Michael Haneke's tender touch in this new movie surprised many who are fans of his films The White Ribbon, Cache, and Funny Games. Meanwhile those who were turned off by his previous work have been won over by this film. Witness the Cannes jury. President Nanni Moretti apparently wasn't a Haneke fan but his group of jurors gave Haneke the best picture prize in Cannes. At the aforementioned dinner on Saturday night in Telluride, Cannes juror Alexander Payne was still praising the movie. Buzz this weekend was that it may just be a surprise contender for best picture when the Oscar nominations are announced.
Amour opens in theaters on December 19th.
Argo
Speaking of golden statues, Ben Affleck's Argo, is clearly an early awards season contender. Local attendees speculated that Paul Thomas Anderson's The Master or Terrance Malick's To The Wonder might get a sneak peek slot here but it was Argo that secured the sole surprise sneak preview in Telluride this weekend.
A suspense-filled look at a secret plot that rescued some of the Americans captured in Iran in 1979, Affleck's Argo was immediately buzzed about as a viable Oscar contender. The plot involves a fictitious movie project that was created as the cover for a covert plot to free U.S. Embassy employees who secretly sought asylum in the Canadian Embassy in Tehran. Hollywood and the U.S. government quietly conspired to create the fake movie and successfully freed the would be hostages.
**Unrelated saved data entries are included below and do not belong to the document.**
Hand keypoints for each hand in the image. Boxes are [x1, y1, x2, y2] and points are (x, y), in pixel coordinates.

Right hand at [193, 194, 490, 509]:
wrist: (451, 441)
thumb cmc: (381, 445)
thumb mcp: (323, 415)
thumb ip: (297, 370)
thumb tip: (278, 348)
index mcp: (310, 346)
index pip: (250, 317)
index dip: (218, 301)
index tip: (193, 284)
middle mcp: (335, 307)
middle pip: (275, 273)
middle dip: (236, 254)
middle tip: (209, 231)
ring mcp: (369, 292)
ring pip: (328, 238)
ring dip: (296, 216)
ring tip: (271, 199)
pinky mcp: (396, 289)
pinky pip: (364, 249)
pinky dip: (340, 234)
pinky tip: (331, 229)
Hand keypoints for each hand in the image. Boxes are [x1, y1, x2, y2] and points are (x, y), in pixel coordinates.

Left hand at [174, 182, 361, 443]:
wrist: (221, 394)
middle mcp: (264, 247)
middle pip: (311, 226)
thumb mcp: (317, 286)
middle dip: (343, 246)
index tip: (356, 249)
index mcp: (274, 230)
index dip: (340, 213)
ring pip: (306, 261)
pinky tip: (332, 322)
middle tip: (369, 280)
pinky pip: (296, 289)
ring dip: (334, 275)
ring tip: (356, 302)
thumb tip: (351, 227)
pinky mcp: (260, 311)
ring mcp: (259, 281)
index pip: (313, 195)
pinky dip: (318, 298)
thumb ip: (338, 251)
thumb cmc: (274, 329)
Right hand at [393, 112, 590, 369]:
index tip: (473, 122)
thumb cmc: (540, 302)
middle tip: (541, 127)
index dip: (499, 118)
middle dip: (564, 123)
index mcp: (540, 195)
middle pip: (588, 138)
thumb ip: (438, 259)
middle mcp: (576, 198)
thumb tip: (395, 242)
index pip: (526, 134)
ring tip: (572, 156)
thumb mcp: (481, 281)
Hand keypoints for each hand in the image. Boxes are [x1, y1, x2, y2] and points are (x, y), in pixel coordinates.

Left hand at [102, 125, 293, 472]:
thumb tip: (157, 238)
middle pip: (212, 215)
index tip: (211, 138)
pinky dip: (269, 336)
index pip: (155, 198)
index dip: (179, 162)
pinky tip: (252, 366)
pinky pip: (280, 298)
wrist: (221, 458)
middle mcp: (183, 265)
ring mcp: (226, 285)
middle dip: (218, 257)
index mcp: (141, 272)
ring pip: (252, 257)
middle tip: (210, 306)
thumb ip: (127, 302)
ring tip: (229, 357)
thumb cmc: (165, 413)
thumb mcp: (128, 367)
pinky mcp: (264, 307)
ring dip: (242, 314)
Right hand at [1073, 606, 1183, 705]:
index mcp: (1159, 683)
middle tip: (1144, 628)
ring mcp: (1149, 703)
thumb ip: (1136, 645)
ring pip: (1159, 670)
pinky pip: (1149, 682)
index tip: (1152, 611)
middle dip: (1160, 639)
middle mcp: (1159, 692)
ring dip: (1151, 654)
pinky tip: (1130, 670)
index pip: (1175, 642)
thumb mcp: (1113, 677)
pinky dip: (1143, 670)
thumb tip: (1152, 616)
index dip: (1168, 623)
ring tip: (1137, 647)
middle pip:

More than one high profile Academy member praised the film this weekend. They rejoiced in the positive portrayal of the movie business afforded by Affleck. At a festival that loves movies as much as Telluride, Affleck's Argo was beloved. At the height of the film's tense climax, the Telluride audience burst into applause. Of course, it's way too early to say -- awards season is a marathon and this is just the first mile -- but persistent talk throughout the weekend was that Argo is clear cut contender for an best picture nod.
"This is one of the few festivals that really about seeing movies, rather than walking around and just talking about [them]," gushed Ben Affleck on stage this weekend here in Telluride.
Argo will open on October 10th
3 More to Watch
Three films that probably won't see American screens until sometime next year were among the best that Telluride had to offer this year. Noah Baumbach's Frances Ha starring Greta Gerwig as a Brooklyn twenty-something was a sheer joy to experience. Actress turned director Sarah Polley's Stories We Tell, a surprising documentary about her family secrets, was a moving and powerful tribute to her parents. Finally, Gerard Barrett's first feature, Pilgrim Hill, was a quietly powerful portrait of an Irish farmer that will resonate in this time of economic insecurity.
The Telluride Film Festival takes place August 31-September 3.